Comment by Alan — July 14, 2005 @ 9:03 am
i’ve also been in the same boat, reverse engineering file-formats, and i’ve found that instead of using a GUI to do something like this, just use XML. yes, XML …
Comment by jay vaughan — July 14, 2005 @ 9:59 am
[…] Kees idea is brilliant! It would’ve worked well for Alan Turing and others when working on Enigma back during WW2. Posted by jon @ 11:49:53 2005.07.14 […]
Pingback by rejon.org = jon phillips portal — July 14, 2005 @ 10:11 am
I’ve wanted something like that as well in the past, I’ve just been too busy/lazy to produce it.
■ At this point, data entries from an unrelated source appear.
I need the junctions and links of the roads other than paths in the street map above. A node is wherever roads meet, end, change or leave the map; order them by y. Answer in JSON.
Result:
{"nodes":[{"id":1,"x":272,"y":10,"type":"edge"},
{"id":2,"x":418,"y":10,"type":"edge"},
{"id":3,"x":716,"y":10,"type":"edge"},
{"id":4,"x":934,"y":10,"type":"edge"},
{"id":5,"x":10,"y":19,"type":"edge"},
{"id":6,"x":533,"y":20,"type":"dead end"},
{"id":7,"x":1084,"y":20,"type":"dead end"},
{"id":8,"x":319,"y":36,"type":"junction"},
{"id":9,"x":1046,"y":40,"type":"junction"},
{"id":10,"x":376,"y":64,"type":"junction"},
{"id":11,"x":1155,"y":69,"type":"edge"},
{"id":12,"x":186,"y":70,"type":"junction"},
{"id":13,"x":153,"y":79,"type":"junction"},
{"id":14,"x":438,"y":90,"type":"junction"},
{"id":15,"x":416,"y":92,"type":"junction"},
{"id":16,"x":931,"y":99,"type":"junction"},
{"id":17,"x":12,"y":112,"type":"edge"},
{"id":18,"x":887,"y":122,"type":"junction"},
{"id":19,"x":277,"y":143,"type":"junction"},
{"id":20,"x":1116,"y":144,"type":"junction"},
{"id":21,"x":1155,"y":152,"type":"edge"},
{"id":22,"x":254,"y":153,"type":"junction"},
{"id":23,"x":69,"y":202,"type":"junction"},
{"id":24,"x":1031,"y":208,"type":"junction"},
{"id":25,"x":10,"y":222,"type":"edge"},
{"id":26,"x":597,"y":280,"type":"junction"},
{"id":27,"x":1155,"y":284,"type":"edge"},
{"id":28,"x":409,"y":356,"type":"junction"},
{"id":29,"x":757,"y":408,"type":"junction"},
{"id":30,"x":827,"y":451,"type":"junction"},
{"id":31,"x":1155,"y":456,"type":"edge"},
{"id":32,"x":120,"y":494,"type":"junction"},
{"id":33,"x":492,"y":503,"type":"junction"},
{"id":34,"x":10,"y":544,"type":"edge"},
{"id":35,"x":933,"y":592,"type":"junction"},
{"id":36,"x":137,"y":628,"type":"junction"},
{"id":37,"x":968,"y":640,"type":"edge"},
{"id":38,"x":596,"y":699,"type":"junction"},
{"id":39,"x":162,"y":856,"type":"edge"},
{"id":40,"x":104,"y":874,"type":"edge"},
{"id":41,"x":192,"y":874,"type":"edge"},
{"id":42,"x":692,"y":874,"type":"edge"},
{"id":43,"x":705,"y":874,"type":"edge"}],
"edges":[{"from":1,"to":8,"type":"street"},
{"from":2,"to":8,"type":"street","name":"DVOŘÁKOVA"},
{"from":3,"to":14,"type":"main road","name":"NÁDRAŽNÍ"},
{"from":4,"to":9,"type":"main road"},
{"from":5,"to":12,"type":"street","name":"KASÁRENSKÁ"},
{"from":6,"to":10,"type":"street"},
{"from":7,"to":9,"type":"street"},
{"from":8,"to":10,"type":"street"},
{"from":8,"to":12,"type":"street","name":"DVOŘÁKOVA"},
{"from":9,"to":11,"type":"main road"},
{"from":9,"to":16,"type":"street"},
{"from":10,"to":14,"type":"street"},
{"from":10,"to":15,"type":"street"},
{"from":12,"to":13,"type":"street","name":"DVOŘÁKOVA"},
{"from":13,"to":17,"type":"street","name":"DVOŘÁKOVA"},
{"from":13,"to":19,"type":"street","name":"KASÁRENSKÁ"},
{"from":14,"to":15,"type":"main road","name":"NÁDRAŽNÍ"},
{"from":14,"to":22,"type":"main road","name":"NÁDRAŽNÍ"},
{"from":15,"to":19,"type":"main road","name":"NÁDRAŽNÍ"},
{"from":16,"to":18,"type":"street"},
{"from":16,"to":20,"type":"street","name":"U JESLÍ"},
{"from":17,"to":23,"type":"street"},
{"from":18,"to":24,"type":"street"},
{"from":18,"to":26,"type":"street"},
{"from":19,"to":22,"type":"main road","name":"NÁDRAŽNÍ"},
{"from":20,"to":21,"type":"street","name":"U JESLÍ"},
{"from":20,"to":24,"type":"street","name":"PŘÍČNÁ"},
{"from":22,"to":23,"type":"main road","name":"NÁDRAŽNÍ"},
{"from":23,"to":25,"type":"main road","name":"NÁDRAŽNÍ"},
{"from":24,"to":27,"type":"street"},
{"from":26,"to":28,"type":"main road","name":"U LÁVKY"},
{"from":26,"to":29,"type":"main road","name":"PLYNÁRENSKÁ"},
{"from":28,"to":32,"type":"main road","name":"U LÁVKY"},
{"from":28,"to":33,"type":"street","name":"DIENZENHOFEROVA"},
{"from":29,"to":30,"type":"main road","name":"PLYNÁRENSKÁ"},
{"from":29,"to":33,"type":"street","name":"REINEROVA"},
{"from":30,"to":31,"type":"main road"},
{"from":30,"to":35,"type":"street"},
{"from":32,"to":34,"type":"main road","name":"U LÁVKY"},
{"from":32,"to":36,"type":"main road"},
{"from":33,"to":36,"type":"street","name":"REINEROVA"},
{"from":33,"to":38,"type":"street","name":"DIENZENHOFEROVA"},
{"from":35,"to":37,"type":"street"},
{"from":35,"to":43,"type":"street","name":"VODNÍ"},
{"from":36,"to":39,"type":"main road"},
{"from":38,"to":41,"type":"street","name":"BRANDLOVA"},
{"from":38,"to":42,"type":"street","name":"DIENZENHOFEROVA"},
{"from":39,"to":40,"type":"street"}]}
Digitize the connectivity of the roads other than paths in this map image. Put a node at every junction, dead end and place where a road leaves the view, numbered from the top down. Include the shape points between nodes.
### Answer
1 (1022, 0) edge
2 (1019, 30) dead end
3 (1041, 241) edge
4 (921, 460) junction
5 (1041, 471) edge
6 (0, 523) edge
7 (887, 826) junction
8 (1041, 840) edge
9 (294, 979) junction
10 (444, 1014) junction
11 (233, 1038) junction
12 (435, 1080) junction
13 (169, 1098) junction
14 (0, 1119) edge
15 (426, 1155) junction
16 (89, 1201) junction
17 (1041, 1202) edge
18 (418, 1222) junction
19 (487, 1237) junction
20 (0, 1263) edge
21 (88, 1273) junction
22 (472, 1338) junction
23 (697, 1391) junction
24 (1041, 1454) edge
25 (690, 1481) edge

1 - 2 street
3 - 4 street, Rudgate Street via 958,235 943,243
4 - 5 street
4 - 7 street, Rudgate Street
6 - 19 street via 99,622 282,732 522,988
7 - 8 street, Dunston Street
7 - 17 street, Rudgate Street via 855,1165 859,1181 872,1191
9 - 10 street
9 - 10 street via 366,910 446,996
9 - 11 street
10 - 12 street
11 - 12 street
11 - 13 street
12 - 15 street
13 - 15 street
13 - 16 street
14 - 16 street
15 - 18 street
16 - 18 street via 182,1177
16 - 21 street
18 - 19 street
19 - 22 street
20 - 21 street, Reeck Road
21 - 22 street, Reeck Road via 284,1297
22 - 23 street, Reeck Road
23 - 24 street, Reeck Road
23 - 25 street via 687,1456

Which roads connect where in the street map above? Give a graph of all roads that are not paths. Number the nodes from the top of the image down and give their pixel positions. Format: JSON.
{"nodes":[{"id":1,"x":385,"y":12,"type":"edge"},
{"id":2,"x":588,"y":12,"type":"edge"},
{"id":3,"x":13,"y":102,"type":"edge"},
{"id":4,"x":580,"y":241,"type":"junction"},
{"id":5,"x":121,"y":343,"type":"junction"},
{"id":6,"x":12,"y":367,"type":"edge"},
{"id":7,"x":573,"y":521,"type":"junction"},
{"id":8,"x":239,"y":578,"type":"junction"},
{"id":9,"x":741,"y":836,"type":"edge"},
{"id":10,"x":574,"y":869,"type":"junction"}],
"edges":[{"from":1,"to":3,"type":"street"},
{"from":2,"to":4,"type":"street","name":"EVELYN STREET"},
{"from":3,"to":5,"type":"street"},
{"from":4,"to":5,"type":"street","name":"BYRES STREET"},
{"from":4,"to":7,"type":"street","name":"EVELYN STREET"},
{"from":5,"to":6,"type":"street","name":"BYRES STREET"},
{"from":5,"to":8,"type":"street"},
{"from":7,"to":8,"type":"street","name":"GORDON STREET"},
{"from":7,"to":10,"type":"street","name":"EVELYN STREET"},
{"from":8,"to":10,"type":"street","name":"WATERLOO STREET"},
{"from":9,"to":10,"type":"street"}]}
Another way of looking at it is that it basically amounts to a protocol analyzer whose definitions could be updated on-the-fly.
Comment by MenTaLguY — July 14, 2005 @ 11:31 am
A very brilliant idea as rejon said. i would suggest it accept multiple files (at least two) of the same format to allow deeper pattern analysis.
Comment by verbalshadow — July 14, 2005 @ 11:46 am
I’ve got to recomend python. Not only is it a great language, it seems well suited for this project. You can extend it with c or asm for the tricky parts, and python itself could serve as the built in language used for simple tasks.
@ Jay V. XML … I never would have thought of that.
Comment by Jinx — April 12, 2007 @ 7:19 am
Just for the record, Hachoir pretty much does this nowadays – maybe it was inspired by this post?
Comment by oliver — November 4, 2011 @ 1:57 pm